La luz eléctrica es un maravilloso invento. La humanidad ha experimentado grandes revoluciones con cada nuevo ingenio, pero el de la corriente eléctrica posiblemente sea uno de los más transcendentes para la sociedad. Hoy no podemos imaginar la vida sin luz, pero este hito tiene solo 142 años, apenas un instante en la historia del ser humano. En 1879 Thomas Alba Edison encendió la primera bombilla con filamento incandescente dando paso a una transformación económica y social de una magnitud formidable.
La generación de energía eléctrica es una cuestión vital y, permanentemente, controvertida. La sana obsesión por la salvaguarda del medio ambiente ha demonizado a las centrales nucleares, casi con toda seguridad las más eficientes. Las energías limpias o verdes, la eólica, la hidráulica y la solar tienen mejor prensa por aquello de no contaminar con residuos, pero no son —ni de lejos— tan eficaces como la energía nuclear. El problema reside, básicamente, en que no siempre llueve a gusto de todos ni luce el sol como convendría para calentar planchas solares, ni sopla el viento para mover gigantescas aspas de molinos. Pero ninguna de estas cuestiones pasa por la mente del ciudadano cuando enciende el horno, pone la lavadora o recarga la batería de su inseparable teléfono móvil. Contamos con el hecho cierto e indefectible de que siempre tendremos energía eléctrica en el calor del hogar para nuestro solaz y bienestar. El problema es que en esta vida nada es gratis salvo respirar… por ahora.
El asunto del precio de la luz es recurrente y, cada cierto tiempo, aflora como tema de actualidad por la subida, como ocurre con los carburantes. La factura energética es uno de los grandes misterios de la sociedad española; yo aún no he conocido a nadie que la sepa descifrar. Es un intrincado enigma diseñado para que el desdichado consumidor desista del entendimiento y, resignadamente, pague lo que sea que tenga que pagar. Como ya sabrá, desde el 1 de junio, en nuestro trágico país, disfrutamos de nueva tarifa eléctrica. El coste de la luz ya era alto en los meses previos, pero de un día para otro el aumento del coste por kilowatio/hora, que es como se tarifica, se cifra en un 41% en el tramo más costoso. Y es que el galimatías tarifario se complica aún más con la llamada discriminación horaria; es decir, que la luz no vale lo mismo a cualquier hora del día o de la noche. Usted puede ser cliente con tarifa regulada o libre dependiendo de qué compañía tenga contratada como suministradora. Y puede que tenga tarifa plana o por tramos… En fin, un lío de dos pares de narices para cualquier hijo de vecino. Sin embargo, sí que hay algunas certezas en el precio de la luz para el consumidor final. El 60% de la factura que pagamos son impuestos y disfrutamos de un 21% de IVA, por encima de la media europea, que es un 18% y de países como Italia, con un 10%, Grecia, con un 6% o Reino Unido con un 5%.

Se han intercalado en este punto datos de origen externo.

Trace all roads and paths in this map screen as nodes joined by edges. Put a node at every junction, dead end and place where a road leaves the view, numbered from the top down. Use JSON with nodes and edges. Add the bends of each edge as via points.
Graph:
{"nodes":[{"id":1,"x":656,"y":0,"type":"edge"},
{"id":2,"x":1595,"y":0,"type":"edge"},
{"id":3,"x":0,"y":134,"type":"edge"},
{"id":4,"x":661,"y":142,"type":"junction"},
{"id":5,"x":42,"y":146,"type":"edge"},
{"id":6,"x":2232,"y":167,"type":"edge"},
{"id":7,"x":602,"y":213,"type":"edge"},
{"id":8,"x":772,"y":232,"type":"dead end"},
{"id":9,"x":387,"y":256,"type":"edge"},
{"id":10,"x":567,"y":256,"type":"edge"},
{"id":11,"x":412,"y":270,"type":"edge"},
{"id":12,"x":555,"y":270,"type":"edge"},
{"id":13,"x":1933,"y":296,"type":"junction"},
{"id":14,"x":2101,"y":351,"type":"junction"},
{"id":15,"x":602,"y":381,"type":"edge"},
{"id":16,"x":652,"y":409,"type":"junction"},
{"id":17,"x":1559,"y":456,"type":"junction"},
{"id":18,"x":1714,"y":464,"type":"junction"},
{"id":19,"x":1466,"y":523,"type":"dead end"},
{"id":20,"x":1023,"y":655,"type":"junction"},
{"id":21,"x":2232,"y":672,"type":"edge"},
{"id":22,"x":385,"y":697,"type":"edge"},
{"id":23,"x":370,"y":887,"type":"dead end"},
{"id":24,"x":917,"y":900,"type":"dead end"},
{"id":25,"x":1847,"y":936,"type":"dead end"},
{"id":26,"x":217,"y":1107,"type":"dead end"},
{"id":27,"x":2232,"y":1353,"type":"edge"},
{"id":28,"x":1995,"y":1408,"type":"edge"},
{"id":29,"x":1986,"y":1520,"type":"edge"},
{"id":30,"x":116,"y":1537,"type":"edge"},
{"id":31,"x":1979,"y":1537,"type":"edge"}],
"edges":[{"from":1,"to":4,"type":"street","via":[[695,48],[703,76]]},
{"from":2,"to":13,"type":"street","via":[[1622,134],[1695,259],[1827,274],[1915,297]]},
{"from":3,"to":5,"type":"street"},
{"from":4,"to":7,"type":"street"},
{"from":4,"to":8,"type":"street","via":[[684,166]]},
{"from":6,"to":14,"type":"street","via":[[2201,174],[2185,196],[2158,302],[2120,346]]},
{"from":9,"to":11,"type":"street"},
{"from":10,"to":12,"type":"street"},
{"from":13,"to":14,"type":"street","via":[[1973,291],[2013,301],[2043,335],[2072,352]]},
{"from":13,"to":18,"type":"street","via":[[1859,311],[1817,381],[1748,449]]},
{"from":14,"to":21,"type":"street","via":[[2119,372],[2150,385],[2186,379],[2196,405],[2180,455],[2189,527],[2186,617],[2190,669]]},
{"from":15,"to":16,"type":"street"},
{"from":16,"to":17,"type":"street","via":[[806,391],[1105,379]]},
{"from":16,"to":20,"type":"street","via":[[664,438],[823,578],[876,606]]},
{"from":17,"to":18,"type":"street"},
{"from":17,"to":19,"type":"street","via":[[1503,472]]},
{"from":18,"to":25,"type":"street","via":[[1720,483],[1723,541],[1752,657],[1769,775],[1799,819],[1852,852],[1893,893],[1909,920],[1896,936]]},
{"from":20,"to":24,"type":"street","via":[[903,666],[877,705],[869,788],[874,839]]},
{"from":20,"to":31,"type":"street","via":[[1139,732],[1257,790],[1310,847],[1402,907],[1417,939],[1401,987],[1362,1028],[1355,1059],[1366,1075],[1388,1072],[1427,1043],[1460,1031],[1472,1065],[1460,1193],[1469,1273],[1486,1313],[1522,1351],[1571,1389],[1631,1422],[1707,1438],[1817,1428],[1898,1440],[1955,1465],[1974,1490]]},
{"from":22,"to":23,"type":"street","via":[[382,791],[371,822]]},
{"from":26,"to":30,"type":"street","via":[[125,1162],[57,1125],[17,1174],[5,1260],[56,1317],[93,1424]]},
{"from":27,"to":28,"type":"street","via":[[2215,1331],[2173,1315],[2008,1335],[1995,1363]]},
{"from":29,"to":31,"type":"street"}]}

El tema es árido, complejo y farragoso porque, además, España no es autosuficiente energéticamente y no produce toda la electricidad que necesita, por lo que ha de comprarla a terceros países. Así que la deducción del coste de la luz es tarea ardua restringida solo para insaciables sabelotodos. El titular es el que es. La luz, ahora, es más cara —mucho más cara— y, si usted quiere ahorrarse unos eurillos, va a tener que hacer un tutorial para contratar la tarifa más adecuada y después organizar su vida doméstica con horarios económicos para el consumo de energía. Si hay que levantarse a las mil y monas para planchar o poner el lavaplatos, pues usted se levanta y canta por bulerías, aunque despierte al vecindario, y tan ricamente. ¡Que sé yo, lo mismo hasta se puede hacer alguna fiesta de pijamas con los vecinos de enfrente!
Y es que lo de la luz está sobrevalorado. ¿Por qué no volver al siglo XVIII o XIX? ¿Por qué no rememorar el ambiente íntimo y acogedor de los candelabros con sus velas? Las lámparas de aceite también tenían su encanto. Y, ya puestos —metidos en esta romántica involución—, deberíamos recuperar los coches de caballos para movernos por la ciudad y, así, desterrar del todo esos locos vehículos contaminantes… ¡Si es que somos demasiado modernos y lo queremos todo! Pero el progresismo propugnado por el insigne Pedro Sánchez era esto, o ¿no?